García voted to deny both renewal petitions, but said she was concerned L.A. Unified officials weren’t able to work past their questions about Celerity’s and Magnolia’s operations to see their academic successes.

“Today, the solution seems like all we can do is say ‘no,’ because we cannot find the relationship or the politics or the apparatus,” she said, “to get us to the bridge of [renewing the school].”

UCLA education professor John Rogers said Tuesday night shows how California’s charter school sector has outgrown the regulatory structure outlined in the Charter School Act of 1992, which envisioned charter schools as proving grounds for new educational models that would benefit all schools.

“What has emerged in contrast to that,” Rogers said, “is a process of hyper competition in which the charter sector is seeking to gain control of more of the educational space the district is trying to hold on to its educational space and turf wars are playing out constantly.”
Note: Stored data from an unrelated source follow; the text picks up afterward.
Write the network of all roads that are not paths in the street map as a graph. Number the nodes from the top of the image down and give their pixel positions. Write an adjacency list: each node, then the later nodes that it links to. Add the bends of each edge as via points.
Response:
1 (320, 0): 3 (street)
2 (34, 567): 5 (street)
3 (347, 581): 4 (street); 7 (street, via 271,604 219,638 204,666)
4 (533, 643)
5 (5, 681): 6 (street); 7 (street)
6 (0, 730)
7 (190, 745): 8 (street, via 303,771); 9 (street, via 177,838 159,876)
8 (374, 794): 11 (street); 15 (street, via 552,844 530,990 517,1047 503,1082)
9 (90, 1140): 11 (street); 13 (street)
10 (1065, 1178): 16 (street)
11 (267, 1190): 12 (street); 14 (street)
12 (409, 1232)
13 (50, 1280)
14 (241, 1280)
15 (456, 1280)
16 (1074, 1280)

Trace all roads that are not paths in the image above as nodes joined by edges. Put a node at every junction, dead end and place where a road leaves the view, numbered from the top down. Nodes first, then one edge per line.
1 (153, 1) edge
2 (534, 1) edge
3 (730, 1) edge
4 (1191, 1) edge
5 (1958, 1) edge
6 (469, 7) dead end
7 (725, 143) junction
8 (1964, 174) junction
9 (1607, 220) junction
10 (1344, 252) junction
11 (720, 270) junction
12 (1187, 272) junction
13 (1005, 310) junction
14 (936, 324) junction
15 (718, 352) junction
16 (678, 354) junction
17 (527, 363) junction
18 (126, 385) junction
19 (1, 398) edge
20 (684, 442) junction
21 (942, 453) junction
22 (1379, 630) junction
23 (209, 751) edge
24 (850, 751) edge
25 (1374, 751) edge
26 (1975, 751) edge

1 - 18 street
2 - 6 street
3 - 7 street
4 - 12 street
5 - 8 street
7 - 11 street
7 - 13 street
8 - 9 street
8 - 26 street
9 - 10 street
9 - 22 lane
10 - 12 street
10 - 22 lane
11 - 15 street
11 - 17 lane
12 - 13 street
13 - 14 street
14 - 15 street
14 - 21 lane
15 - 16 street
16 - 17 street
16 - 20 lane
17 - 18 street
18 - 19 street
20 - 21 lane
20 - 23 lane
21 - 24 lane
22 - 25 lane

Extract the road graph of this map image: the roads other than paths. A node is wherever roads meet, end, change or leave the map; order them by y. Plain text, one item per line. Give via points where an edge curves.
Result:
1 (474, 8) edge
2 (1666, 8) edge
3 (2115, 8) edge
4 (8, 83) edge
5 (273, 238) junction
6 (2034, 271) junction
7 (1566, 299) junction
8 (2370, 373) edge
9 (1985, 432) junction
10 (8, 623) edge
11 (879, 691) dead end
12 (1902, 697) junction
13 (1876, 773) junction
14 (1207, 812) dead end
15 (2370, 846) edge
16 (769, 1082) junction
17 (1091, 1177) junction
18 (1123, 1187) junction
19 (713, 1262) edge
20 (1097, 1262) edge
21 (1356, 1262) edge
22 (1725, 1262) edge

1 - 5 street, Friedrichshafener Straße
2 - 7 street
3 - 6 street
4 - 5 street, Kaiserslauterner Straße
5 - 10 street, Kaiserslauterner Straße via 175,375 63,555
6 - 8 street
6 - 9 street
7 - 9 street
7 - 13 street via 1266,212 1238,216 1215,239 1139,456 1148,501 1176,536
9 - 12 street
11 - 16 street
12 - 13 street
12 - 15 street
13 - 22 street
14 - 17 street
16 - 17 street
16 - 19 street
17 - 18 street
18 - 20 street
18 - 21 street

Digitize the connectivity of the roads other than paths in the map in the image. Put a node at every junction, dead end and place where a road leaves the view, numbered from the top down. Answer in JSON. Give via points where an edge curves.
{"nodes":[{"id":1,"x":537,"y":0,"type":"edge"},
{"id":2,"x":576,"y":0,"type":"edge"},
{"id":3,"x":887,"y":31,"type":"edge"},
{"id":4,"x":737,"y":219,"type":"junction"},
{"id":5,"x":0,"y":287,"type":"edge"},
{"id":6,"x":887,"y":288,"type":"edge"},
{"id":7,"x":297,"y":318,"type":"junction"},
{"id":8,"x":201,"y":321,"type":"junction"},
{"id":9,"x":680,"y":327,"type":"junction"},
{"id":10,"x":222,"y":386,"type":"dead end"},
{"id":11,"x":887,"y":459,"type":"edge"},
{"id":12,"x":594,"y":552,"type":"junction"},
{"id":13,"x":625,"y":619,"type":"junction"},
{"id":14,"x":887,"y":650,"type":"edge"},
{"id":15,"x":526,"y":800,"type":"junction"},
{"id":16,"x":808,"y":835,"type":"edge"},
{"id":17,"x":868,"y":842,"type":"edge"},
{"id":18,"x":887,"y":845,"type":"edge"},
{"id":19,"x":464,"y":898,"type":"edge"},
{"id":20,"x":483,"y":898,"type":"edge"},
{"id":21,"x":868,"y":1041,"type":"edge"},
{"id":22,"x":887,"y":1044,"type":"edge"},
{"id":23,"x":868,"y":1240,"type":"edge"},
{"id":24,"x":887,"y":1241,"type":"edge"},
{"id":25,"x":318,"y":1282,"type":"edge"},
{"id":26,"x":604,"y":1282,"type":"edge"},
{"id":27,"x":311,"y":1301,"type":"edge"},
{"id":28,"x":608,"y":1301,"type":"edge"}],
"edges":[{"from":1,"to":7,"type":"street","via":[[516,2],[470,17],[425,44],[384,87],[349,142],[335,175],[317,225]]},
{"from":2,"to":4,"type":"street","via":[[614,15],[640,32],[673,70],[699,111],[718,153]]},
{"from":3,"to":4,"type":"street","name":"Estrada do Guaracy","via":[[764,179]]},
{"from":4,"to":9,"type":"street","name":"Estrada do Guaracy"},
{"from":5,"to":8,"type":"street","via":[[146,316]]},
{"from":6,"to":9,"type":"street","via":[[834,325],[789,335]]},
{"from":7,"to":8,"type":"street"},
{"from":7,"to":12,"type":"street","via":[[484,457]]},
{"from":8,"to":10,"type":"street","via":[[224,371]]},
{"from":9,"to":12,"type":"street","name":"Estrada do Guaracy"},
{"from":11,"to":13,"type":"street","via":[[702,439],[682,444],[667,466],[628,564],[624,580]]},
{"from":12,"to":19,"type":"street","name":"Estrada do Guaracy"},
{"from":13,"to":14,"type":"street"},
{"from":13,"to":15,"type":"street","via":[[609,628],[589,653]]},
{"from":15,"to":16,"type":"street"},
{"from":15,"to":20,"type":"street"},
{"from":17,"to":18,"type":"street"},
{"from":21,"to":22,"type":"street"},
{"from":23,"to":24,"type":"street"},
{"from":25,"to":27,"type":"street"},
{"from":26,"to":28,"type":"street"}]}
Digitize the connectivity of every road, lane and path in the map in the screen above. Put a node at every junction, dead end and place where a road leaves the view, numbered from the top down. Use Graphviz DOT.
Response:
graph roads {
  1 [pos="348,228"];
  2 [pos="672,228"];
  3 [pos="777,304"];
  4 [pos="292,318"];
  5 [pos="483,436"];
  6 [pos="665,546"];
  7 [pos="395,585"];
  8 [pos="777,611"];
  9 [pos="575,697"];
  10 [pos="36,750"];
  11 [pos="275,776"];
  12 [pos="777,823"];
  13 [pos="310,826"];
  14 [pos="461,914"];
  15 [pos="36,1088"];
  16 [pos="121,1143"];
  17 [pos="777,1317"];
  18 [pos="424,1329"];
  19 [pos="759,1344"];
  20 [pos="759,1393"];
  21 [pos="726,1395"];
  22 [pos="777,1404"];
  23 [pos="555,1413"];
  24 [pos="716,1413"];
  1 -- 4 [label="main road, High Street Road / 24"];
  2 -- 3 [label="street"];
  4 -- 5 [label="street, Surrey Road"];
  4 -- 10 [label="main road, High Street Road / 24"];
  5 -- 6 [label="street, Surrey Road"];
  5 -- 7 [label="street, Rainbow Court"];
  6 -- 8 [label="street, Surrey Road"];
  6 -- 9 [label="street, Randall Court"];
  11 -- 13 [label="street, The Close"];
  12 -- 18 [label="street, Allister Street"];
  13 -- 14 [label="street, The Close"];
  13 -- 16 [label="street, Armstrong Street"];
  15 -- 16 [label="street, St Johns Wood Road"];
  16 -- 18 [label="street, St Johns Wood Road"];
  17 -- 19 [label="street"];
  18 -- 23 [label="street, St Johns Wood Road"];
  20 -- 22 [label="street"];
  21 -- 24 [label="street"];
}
“The district is placed in an impossible position,” he added, “to some extent — as are the charters, I would argue — in that both are working in a system that’s focused on competition rather than focusing on providing high quality education for all students. What needs to happen is to move beyond this competition-based system to a collaborative system in which there are certain standards that all schools, charter or district, have to live up to.”

But some charter school backers frame the question differently. They wonder whether L.A. Unified’s board could fairly judge charter applications.

After all, students who leave L.A. Unified schools for a charter cost the district funding.